Problem statement:
Count up the lines below where the word "dead" shows up, and respond with the number alone.

Saved entries:
▬▬▬▬▬▬▬▬▬▬

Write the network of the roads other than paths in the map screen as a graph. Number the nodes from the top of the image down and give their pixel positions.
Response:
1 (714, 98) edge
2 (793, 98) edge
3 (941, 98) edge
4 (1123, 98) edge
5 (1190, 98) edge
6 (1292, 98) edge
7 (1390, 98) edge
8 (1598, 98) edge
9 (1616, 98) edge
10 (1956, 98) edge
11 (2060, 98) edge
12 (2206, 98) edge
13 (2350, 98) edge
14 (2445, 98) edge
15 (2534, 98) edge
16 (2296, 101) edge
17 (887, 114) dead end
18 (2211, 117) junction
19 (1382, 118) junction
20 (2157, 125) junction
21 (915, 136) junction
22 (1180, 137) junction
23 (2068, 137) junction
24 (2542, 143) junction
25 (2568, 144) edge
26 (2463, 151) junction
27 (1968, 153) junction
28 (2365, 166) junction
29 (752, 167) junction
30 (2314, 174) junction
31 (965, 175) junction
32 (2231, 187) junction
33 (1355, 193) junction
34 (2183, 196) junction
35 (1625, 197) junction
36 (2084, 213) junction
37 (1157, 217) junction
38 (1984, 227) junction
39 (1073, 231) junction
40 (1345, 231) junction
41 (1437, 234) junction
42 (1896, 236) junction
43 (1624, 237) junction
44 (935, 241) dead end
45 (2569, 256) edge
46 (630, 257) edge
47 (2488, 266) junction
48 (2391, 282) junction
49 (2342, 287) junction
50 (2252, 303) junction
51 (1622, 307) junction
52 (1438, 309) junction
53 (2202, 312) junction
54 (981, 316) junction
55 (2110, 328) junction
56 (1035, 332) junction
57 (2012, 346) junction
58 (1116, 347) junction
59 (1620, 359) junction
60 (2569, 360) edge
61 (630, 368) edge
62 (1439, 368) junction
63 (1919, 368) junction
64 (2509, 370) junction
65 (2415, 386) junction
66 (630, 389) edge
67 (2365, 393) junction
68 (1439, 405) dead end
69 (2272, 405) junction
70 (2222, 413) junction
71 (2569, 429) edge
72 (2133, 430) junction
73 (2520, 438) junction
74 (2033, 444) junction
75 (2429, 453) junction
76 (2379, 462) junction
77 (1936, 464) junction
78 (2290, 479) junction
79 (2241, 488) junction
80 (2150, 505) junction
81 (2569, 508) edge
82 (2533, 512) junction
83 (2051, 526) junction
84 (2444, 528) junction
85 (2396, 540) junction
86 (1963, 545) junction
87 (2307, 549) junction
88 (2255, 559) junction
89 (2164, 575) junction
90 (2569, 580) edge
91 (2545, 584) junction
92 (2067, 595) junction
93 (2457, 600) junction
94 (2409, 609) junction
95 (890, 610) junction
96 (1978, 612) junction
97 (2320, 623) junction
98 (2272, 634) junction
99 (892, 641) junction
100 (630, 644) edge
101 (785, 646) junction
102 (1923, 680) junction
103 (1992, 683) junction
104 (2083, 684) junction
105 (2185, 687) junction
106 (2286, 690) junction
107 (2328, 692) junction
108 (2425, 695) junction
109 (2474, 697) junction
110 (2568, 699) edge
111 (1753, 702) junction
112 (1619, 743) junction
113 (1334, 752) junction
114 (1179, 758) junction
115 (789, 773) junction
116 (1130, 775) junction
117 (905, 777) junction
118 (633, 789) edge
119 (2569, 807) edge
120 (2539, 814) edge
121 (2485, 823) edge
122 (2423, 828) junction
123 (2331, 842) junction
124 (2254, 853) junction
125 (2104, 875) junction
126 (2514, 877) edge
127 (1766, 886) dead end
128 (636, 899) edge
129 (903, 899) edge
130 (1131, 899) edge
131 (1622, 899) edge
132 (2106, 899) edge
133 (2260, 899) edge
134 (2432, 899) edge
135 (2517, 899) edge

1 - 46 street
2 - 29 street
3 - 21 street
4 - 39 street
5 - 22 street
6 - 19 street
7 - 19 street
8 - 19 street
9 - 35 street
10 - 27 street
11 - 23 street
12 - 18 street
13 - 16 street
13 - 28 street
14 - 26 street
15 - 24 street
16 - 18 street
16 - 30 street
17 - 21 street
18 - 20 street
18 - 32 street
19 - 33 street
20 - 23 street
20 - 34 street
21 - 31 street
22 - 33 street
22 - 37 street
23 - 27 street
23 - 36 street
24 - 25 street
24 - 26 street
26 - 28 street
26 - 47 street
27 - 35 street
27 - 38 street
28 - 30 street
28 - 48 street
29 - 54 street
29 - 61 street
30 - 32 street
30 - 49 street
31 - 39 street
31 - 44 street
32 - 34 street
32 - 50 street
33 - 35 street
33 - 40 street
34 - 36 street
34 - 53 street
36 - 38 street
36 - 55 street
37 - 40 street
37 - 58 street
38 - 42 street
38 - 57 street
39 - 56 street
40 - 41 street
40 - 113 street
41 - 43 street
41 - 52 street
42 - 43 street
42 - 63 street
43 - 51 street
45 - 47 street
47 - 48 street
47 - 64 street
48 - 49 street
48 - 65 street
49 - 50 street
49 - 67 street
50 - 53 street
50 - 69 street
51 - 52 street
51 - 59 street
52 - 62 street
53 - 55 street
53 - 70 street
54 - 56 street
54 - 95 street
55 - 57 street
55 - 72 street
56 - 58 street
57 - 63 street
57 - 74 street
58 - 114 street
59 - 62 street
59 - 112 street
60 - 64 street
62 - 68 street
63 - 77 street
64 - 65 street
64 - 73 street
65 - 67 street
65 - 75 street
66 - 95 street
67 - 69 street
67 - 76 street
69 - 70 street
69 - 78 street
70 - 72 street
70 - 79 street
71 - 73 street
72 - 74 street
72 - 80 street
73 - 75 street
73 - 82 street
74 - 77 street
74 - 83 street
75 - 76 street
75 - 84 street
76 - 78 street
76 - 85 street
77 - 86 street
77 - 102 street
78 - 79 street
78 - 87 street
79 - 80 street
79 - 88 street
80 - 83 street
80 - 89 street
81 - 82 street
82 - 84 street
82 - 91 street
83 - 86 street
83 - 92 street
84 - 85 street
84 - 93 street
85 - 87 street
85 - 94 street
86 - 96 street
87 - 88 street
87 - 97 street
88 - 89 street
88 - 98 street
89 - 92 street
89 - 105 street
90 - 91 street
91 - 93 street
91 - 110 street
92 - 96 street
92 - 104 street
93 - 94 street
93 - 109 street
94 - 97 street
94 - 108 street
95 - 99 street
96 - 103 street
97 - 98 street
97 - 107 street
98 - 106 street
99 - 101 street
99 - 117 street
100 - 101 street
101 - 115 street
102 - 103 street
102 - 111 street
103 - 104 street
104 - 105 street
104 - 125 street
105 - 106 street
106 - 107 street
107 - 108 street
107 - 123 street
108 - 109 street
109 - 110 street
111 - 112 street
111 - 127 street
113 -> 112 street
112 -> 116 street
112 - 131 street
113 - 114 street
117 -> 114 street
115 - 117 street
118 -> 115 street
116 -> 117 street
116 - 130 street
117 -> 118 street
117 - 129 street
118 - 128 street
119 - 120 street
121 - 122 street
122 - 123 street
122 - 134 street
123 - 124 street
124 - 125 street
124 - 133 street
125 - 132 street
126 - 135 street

▬▬▬▬▬▬▬▬▬▬

Answer for the task:
4